Methods to identify ASD, T2D, and GDM exposure were described previously.1 GDM exposure was divided into diagnosis by or after 26 weeks’ gestation based on a prior finding that risk of ASD was elevated for exposure to GDM by 26 weeks.1 T1D was identified using the algorithm developed for electronic health records data 2 and confirmed by prescription of insulin during pregnancy. Potential confounders were birth year, maternal age at delivery, parity, education, self-reported race/ethnicity, median family household income based on residence census tract, history of comorbidity (≥1 diagnosis of heart, lung, kidney, or liver disease; cancer), and child’s sex. Data on maternal smoking and obesity (measured by prepregnancy body mass index [calculated as weight in kilograms divided by height in meters squared]) were available beginning after 2006 (on 36% of the cohort). The missing indicator method was used to additionally adjust for these covariates. Cox regression was used to estimate hazard ratios (HRs) adjusting for potential confounders. All mothers with T1D and T2D, but only 29% of those with GDM, were dispensed antidiabetic medications during pregnancy. Potential risk associated with antidiabetic medication exposure was assessed in the GDM group, adjusting for potential confounders plus the gestational age at GDM diagnosis. SAS Enterprise Guide (SAS Institute), version 5.1, and R (R Foundation), version 3.4.3 (64 bit), were used for data analysis. A 2-sided P value less than .05 was considered significant.
Results
Of 419 425 children (boys, 51%) meeting study criteria, 621 were exposed to maternal T1D, 9453 to maternal T2D, 11 922 to GDM diagnosed by 26 weeks’ gestation, and 24 505 to GDM diagnosed after 26 weeks’ gestation. During a median follow-up of 6.9 years (interquartile range, 3.4-11.9), 5827 children were diagnosed with ASD. Unadjusted average annual ASD incidence rates per 1000 children were 4.4 for exposure to T1D; 3.6 for T2D; 2.9 for GDM by 26 weeks; 2.1 for GDM after 26 weeks; and 1.8 for no diabetes. The Figure depicts the cumulative incidence rates by maternal diabetes exposure groups. Relative to no diabetes exposure, the adjusted HRs for exposure to maternal diabetes were 2.36 (95% CI, 1.36-4.12) for T1D, 1.45 (95% CI, 1.24-1.70) for T2D, 1.30 (95% CI, 1.12-1.51) for GDM by 26 weeks’ gestation, and 0.99 (95% CI, 0.88-1.12) for GDM after 26 weeks. Additional adjustment for maternal smoking during pregnancy and prepregnancy BMI changed results only slightly (Table). Risks were not statistically significantly different between those with vs without antidiabetic medication exposure during pregnancy within the GDM group (adjusted HR, 1.18 [95% CI, 0.97-1.43]; P = .10).
Discussion
Among the 3 main types of diabetes complicating pregnancy, the risk of ASD in offspring was elevated in mothers with T1D, T2D, and GDM diagnosed by 26 weeks’ gestation compared with no diabetes. These results add new information on T1D and extend previous findings1 for preexisting T2D and GDM. GDM diagnosed after 26 weeks’ gestation was not associated with excess risk compared with no diabetes.
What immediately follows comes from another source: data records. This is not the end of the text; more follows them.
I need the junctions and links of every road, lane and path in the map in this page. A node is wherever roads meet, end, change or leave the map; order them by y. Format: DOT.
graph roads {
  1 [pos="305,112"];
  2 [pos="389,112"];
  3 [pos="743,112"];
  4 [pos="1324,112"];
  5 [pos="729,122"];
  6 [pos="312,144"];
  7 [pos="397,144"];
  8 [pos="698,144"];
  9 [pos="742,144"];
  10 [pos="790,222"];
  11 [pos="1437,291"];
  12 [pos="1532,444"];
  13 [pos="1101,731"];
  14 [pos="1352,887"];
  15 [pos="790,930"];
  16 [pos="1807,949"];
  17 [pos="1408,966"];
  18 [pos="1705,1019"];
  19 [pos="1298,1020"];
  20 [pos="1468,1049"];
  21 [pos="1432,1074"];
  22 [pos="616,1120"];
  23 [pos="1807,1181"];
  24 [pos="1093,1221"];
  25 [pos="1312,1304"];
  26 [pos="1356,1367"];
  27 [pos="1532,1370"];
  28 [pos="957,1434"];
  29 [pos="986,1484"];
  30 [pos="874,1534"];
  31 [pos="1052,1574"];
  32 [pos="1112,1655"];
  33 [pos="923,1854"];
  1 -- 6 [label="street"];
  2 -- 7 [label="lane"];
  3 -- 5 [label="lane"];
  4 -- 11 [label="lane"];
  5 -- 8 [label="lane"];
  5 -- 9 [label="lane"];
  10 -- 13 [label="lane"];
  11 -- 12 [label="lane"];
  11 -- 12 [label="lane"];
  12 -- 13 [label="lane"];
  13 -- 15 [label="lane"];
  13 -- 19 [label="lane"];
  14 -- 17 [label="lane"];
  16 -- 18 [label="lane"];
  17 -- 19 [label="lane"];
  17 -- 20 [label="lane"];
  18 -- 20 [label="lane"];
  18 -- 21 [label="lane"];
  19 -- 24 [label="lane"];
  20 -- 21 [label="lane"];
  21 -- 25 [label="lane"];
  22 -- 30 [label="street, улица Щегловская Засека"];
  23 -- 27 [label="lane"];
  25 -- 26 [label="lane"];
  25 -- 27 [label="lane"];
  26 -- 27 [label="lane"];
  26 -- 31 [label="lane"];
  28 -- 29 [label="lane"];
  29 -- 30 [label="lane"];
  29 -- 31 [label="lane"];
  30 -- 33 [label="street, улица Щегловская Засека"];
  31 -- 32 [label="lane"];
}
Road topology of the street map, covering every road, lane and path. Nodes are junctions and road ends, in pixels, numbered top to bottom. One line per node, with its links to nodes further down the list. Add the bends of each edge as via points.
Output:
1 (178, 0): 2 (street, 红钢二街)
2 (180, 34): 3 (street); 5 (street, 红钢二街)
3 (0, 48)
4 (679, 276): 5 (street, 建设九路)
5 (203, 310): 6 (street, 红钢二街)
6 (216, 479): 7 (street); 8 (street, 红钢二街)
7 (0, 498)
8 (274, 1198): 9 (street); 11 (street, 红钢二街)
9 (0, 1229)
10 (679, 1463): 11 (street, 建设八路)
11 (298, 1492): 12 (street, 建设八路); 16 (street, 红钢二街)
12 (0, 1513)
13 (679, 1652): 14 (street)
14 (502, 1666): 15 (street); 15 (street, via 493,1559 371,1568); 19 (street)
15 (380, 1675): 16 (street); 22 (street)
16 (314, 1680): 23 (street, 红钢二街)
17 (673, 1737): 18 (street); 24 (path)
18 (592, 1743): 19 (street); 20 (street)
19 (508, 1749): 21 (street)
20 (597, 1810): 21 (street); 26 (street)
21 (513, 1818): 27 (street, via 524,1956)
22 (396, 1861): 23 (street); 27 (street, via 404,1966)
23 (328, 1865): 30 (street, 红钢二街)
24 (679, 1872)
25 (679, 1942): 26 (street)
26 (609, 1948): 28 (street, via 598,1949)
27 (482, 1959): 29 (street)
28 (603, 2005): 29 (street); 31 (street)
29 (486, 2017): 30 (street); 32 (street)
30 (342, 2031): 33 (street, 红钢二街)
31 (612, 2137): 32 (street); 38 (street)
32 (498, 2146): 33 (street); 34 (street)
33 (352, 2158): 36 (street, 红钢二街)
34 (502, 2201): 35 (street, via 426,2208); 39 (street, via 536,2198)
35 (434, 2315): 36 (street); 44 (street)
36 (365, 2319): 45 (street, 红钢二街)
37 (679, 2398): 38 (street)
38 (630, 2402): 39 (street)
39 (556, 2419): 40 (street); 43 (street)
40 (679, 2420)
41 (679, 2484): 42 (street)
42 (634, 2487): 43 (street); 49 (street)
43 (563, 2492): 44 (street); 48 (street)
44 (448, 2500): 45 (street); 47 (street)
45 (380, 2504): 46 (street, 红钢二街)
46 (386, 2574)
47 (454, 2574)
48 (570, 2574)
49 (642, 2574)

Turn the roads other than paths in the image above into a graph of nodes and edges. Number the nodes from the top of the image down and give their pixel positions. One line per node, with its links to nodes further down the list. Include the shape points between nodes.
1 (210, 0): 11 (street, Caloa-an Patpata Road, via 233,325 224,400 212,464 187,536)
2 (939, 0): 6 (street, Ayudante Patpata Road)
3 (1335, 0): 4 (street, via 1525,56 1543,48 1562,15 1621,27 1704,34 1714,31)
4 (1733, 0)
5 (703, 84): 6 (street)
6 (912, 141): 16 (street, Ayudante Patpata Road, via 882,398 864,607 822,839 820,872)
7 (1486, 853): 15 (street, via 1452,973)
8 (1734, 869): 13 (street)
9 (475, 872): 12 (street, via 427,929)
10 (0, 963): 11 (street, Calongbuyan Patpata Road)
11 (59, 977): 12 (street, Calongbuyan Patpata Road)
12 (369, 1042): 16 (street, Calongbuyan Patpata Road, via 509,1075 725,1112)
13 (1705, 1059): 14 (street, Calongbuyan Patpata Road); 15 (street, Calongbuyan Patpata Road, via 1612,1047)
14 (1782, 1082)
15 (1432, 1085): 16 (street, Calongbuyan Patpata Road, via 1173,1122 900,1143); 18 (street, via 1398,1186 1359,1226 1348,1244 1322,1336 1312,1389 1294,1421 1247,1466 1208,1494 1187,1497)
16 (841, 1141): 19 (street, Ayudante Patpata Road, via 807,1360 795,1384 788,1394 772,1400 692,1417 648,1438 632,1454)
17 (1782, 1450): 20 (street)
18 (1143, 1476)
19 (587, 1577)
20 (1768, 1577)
These results suggest that the severity of maternal diabetes and the timing of exposure (early vs late in pregnancy) may be associated with the risk of ASD in offspring of diabetic mothers. The potential role of maternal glycemia; other features of T1D such as autoimmunity and genetic factors3,4; prematurity; and neonatal hypoglycemia5 remains to be explored. Confounding due to paternal risk factors and other intrauterine and postnatal exposures could not be assessed.